**Requirement**:
Copy out each line of the material in which the word "solid" can be found.

=-=-=-=-=

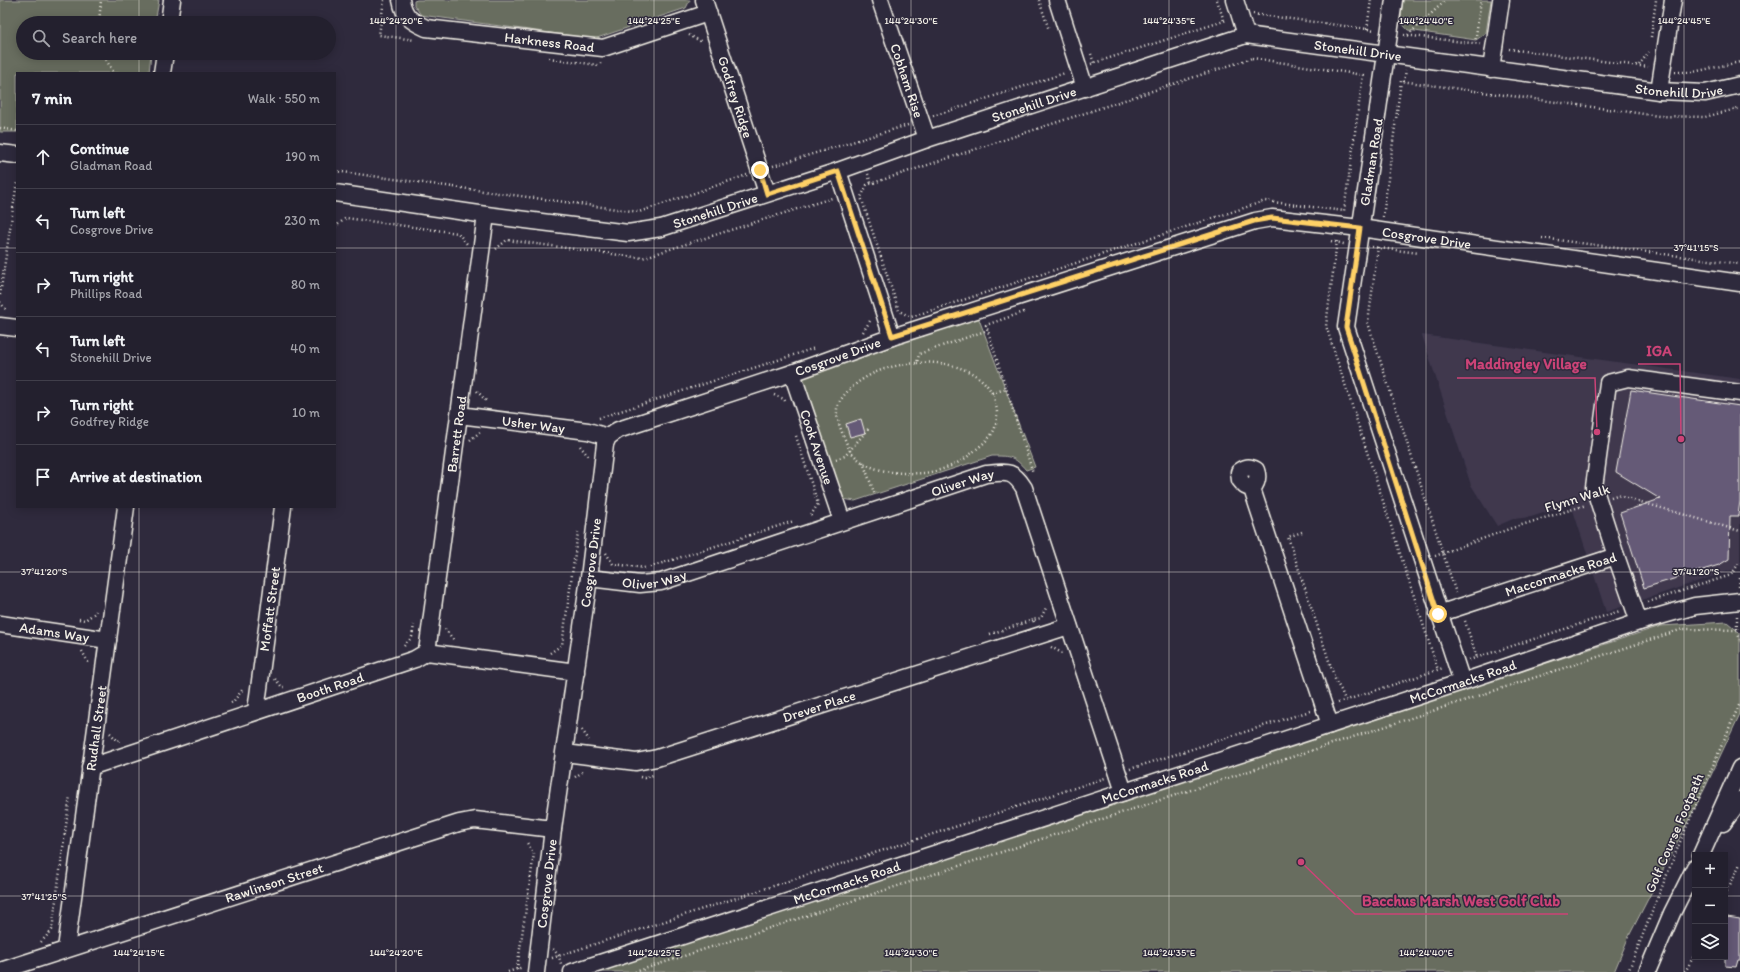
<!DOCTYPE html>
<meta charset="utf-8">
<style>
body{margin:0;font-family:Itim,sans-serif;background:#2f2d3a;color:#f1f3f6}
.controls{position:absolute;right:12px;bottom:12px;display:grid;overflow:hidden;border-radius:0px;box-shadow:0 2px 10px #0003}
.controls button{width:36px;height:36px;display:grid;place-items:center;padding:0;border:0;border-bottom:1px solid #403e4a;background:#23202e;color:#f1f3f6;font:20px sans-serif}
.stop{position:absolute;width:12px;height:12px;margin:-9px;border:3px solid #ffd166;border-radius:50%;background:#fff}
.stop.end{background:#ffd166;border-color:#fff;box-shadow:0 1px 4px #0008}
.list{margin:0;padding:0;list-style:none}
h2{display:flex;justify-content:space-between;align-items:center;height:52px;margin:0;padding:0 16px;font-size:17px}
h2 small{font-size:13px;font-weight:400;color:#a3a3aa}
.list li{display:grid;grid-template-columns:26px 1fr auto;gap:12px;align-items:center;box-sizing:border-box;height:64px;padding:0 16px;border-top:1px solid #403e4a}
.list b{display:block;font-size:15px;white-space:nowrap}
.list p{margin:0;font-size:13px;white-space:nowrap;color:#a3a3aa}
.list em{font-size:13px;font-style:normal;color:#a3a3aa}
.icon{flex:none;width:22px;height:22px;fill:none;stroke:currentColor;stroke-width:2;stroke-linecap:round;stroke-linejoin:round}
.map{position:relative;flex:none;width:1740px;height:972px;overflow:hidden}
.search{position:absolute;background:#23202e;box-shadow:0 2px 10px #0003;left:16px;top:16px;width:320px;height:44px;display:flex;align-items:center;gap:10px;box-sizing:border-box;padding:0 14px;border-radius:22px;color:#a3a3aa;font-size:15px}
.panel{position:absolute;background:#23202e;box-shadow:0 2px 10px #0003;left:16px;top:72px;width:320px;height:436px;border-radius:0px}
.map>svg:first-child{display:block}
</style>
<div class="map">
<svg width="1740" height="972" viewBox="0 0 1740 972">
<rect width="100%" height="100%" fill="#2f2a3d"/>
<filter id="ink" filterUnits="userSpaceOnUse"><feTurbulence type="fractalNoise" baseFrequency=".025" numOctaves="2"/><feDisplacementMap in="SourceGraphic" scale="8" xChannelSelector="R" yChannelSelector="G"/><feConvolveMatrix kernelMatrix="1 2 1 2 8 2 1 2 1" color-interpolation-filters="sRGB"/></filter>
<g filter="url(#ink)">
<!-- built -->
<path fill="#3f384e" d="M1422,335L1740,379V564L1735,569L1606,612L1571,504L1531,517L1513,519L1497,526L1471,485Z"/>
<!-- green -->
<g fill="#686d5f" stroke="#aeafa4">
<path d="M0,0H159L155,23H23V53H151L149,73H17V132H0Z"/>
<path d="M417,0H690L686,8L594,39L421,15L414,5V1Z"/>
<path d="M1403,0H1491L1486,33L1476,40L1408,30L1400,21Z"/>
<path d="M977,314L1035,467L1026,470C1014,456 1010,456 992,456L855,501L843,499L839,495L801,386L802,375Z"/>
<path d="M1727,622L1740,633V714L1705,788L1629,936L1614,972H596L1661,626Z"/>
</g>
<!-- building -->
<g fill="#655a77" stroke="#f4f1e8">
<path d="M1631,390L1740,406V501L1738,516H1730L1729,559L1719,565L1644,588L1620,513L1660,499L1616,472Z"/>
<path d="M861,419L865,433L850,437L846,424Z"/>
<path d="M1727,917L1740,919V960H1738L1736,967L1725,966V930Z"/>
</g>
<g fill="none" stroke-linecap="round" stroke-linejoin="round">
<!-- minor casing -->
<g stroke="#f4f1e8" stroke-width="19">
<g id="minor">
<path id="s1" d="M401,0C404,17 411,21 426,28L603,48L708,13"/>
<path id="s2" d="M704,0L767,193"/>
<path id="s3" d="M880,0L927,139"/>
<path d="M1057,0L1085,88"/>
<path d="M1235,0L1246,35"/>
<path d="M1394,0L1346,327L1462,682"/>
<path d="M169,23L172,0"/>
<path d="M1491,69L1501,0"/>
<path d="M162,73L165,53"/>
<path d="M1659,91L1673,0"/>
<path d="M0,153L17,155"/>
<path d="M838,171L892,337"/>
<path id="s4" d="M335,193L486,215L628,233L661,228L838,171L927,139L1246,35L1659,91L1705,93L1740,85"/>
<path d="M0,326L17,328"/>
<path id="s5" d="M792,373L842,521"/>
<path id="s6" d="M459,415L588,431L608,437"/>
<path d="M1252,489C1257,483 1259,478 1256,470C1249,466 1245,467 1239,472L1240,480L1245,486L1252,489L1330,725"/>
<path d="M1616,556L1594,487L1608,383L1628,378L1740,393"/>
<path id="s7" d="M589,578L640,584L661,582L986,474C1007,472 1013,470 1024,488L1124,792"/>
<path id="s8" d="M1438,614L1616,556L1639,622"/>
<path id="s9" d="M0,624L108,640"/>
<path id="s10" d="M427,652L486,215"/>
<path id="s11" d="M256,711L283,507"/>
<path id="s12" d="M565,753L636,762L657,758L1069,626"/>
<path id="s13" d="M90,767L415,659L427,652L576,672"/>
<path d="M1723,823L1740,800"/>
<path d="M1701,855L1740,768"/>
<path id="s14" d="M66,949L126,507"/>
<path id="s15" d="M0,971L459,823L475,820L553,829"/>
<path id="s16" d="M536,972L553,829L589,578L605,444L608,437L618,430L792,373L892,337L1255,221L1272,218L1360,228L1740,283"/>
<path id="s17" d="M572,972L1462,682L1639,622L1695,606L1740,601"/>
<path d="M1647,972L1672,913L1695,867"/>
</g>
</g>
<!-- path -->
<g stroke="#f4f1e8" stroke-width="2.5" stroke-dasharray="1 3" stroke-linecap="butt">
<path d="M384,0L379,35L415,40"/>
<path d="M1039,0L1049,30"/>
<path d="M1217,0L1224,21"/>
<path d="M1253,14L1375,30"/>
<path d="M99,23L101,0"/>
<path d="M1367,29L1371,0"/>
<path d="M689,35L702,42"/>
<path d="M1404,35L1480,44"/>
<path d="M1408,35L1446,0"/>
<path d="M1651,37L1656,0"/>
<path d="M1475,43L1481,0"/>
<path d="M1509,49L1648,67"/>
<path d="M102,53L114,73"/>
<path d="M1091,54L1094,63"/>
<path d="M549,58L597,65L601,63"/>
<path d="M1252,58L1363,75L1344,211L1265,201L911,317L899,311L861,197L867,185Z"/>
<path d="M1091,64L1227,20"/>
<path d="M1639,65L1649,52"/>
<path d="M1675,72H1693L1740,62"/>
<path d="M1404,82L1406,70"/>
<path d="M933,116L1065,73"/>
<path d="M0,128L17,131"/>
<path d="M773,166L908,125"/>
<path d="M335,171L639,212L747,175"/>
<path d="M868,174L871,183"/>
<path d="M1383,217L1401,81L1659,116L1705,117L1740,108"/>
<path d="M335,227L346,218L458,233L467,244"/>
<path d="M1542,238L1740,264"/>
<path d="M1331,241L1344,244"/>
<path d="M1337,241L1326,326L1438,670"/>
<path d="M1372,247L1419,253"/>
<path d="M1378,247L1368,323L1456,593"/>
<path d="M496,249L507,240L642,258L832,198"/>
<path d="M0,295L17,182"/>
<path d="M0,302L7,311"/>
<path d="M1024,312L986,325L1033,473"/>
<path d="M863,332L870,321L869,319"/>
<path d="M917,363C947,360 991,371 996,406C998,413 997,424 994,430C990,439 980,446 973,452C960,464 942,471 924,473C900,474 869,473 853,454C848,449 846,441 843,435C840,427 836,417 837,409C838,402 844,395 848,391C867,372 891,365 917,363L919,354L988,330"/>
<path d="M477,391L487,402"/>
<path d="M992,393L1006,389"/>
<path d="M774,395L784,399L785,401"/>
<path d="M599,418L815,348"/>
<path d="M796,436L818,504L811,515L808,516"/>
<path d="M470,440L480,432"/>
<path d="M580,446L589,457"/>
<path d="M836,459L845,456L869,428"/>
<path d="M863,462L875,495"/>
<path d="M1611,497L1617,495L1740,531"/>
<path d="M1302,532L1288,537L1336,682L1341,690L1345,700"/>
<path d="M606,553L613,564L645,568"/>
<path d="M1435,556L1512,528L1586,505"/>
<path d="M650,567L794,521"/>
<path d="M1739,587L1740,578"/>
<path d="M1648,602L1731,575L1740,562"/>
<path d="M1737,616V630L1740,640"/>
<path d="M79,619L85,620L95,613L96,611"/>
<path d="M1465,621L1477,658"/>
<path d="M1034,622L1033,620L1041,618L1047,606"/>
<path d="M445,629L454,640"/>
<path d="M990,634L1033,620"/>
<path d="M404,646L412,637L414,625"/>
<path d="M1051,647L1062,653"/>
<path d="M82,651L89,664"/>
<path d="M550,653L562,645L578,532"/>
<path d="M1469,660L1620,611"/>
<path d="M275,679L282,687H284"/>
<path d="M231,703L233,702L243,689"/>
<path d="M1338,703L1443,668"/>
<path d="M582,730L589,740"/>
<path d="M110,733L118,741L120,740"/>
<path d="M1130,769L1310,711"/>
<path d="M575,777L584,771"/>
<path d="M640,777L644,778L653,775"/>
<path d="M1725,895L1740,864"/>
<path d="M41,942L52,930L70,796"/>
<path d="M553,949L559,956L561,964"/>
<path d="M552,958L1105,778"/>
<path d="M517,969L534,854L526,841"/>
<path d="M508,972L523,967"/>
<path d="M635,972L1683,629L1737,630"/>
<path d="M1628,972L1680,842L1740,703"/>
<path d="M1685,972L1695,954"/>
</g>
<!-- minor -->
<use href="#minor" stroke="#2f2a3d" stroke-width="16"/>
</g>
</g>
<g fill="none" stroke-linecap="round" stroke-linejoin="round" filter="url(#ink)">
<!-- route -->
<path stroke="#ffd166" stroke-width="5" d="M760,170L767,194L838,171L892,336L1254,221L1272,218L1360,228L1346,327L1438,614"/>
</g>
<!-- ticks -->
<path fill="none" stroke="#f4f1e8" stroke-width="1" stroke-opacity="0.45" d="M139,0V23M396,0V972M654,0V972M911,0V972M1169,0V972M1426,0V972M1684,0V972M139,53V73M0,248H17M335,248H1740M139,507V972M0,572H1740M0,896H1695M1725,896H1740"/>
<g text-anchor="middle" stroke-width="3" stroke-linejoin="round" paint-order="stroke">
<!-- street labels -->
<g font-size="14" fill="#f4f1e8" stroke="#2f2a3d">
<text dy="5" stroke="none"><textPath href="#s1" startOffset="164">Harkness Road</textPath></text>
<text dy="5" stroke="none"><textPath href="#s4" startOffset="1058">Stonehill Drive</textPath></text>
<text dy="5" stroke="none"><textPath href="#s3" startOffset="85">Cobham Rise</textPath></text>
<text dy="5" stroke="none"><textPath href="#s4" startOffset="1382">Stonehill Drive</textPath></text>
<text dy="5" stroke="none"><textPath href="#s2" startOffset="102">Godfrey Ridge</textPath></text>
<text dy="5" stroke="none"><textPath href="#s4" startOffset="722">Stonehill Drive</textPath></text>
<text transform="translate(1371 162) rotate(-81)" y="5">Gladman Road</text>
<text dy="5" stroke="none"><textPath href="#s4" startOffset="386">Stonehill Drive</textPath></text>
<text dy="5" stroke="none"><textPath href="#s16" startOffset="1396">Cosgrove Drive</textPath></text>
<text dy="5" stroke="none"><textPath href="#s16" startOffset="784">Cosgrove Drive</textPath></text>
<text dy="5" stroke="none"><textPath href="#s6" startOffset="75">Usher Way</textPath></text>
<text dy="5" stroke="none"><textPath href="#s10" startOffset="220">Barrett Road</textPath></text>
<text dy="5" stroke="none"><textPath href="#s5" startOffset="78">Cook Avenue</textPath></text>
<text dy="5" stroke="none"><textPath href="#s7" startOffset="390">Oliver Way</textPath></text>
<text transform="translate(1577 498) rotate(-17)" y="5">Flynn Walk</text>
<text dy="5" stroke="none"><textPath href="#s16" startOffset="413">Cosgrove Drive</textPath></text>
<text dy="5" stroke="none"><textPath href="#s7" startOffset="66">Oliver Way</textPath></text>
<text dy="5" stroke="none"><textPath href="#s8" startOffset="129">Maccormacks Road</textPath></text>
<text dy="5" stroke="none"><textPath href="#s11" startOffset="103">Moffatt Street</textPath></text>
<text dy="5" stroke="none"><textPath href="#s9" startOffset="55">Adams Way</textPath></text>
<text dy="5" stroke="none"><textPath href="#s17" startOffset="937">McCormacks Road</textPath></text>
<text dy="5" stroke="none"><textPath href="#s13" startOffset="253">Booth Road</textPath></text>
<text dy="5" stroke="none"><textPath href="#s12" startOffset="263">Drever Place</textPath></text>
<text dy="5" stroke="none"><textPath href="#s14" startOffset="223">Rudhall Street</textPath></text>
<text dy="5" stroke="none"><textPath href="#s17" startOffset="613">McCormacks Road</textPath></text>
<text transform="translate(1674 833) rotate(-67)" y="5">Golf Course Footpath</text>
<text dy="5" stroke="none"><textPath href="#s15" startOffset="288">Rawlinson Street</textPath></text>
<text dy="5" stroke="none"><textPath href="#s17" startOffset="289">McCormacks Road</textPath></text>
<text dy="5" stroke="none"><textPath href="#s16" startOffset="89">Cosgrove Drive</textPath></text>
</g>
</g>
<g font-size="10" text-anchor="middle" fill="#f4f1e8" stroke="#2f2a3d" stroke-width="3" stroke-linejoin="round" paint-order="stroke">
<text x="396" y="24">144°24'20"E</text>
<text x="654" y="24">144°24'25"E</text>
<text x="911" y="24">144°24'30"E</text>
<text x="1169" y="24">144°24'35"E</text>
<text x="1426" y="24">144°24'40"E</text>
<text x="1684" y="24">144°24'45"E</text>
<text x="1696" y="251">37°41'15"S</text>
<text x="44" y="575">37°41'20"S</text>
<text x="1696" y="575">37°41'20"S</text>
<text x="44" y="900">37°41'25"S</text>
<text x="139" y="956">144°24'15"E</text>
<text x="396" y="956">144°24'20"E</text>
<text x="654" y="956">144°24'25"E</text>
<text x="911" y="956">144°24'30"E</text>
<text x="1169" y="956">144°24'35"E</text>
<text x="1426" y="956">144°24'40"E</text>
</g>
<!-- callouts -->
<path fill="none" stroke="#cc4377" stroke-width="1.5" d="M1681 439L1680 364H1638M1597 432L1595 378H1457M1301 862L1355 914H1568"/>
<g fill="#cc4377" stroke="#2f2a3d" stroke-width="1.5">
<circle cx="1681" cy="439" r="4"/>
<circle cx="1597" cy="432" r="4"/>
<circle cx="1301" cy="862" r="4"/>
</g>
<g font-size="15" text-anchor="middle" font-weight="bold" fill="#cc4377" stroke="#2f2a3d" stroke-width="3" stroke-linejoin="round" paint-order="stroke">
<text x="1659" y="356">IGA</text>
<text x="1526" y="369">Maddingley Village</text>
<text x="1461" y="906">Bacchus Marsh West Golf Club</text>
</g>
</svg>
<div class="controls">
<button>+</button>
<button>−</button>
<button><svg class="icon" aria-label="layers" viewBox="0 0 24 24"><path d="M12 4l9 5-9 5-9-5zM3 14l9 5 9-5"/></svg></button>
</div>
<div class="stop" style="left:1438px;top:614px"></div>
<div class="stop end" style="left:760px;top:170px"></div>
<div class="search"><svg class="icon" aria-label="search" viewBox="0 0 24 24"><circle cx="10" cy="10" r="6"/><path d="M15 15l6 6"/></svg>Search here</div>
<section class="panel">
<h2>7 min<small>Walk · 550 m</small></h2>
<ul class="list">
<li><svg class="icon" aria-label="ahead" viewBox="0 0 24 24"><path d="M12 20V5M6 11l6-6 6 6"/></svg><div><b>Continue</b><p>Gladman Road</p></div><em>190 m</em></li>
<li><svg class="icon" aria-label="left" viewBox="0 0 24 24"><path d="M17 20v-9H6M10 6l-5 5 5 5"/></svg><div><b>Turn left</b><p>Cosgrove Drive</p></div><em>230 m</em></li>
<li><svg class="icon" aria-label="right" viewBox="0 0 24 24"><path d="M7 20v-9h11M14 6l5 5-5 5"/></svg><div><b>Turn right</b><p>Phillips Road</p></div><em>80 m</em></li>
<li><svg class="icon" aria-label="left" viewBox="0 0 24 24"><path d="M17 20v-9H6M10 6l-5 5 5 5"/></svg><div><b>Turn left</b><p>Stonehill Drive</p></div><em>40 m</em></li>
<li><svg class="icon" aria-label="right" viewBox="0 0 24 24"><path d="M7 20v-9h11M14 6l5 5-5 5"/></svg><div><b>Turn right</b><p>Godfrey Ridge</p></div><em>10 m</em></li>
<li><svg class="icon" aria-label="arrive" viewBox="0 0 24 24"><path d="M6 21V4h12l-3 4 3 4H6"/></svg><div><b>Arrive at destination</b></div></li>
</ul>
</section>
</div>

=-=-=-=-=

**Result below**:
.controls button{width:36px;height:36px;display:grid;place-items:center;padding:0;border:0;border-bottom:1px solid #403e4a;background:#23202e;color:#f1f3f6;font:20px sans-serif}
.stop{position:absolute;width:12px;height:12px;margin:-9px;border:3px solid #ffd166;border-radius:50%;background:#fff}
.list li{display:grid;grid-template-columns:26px 1fr auto;gap:12px;align-items:center;box-sizing:border-box;height:64px;padding:0 16px;border-top:1px solid #403e4a}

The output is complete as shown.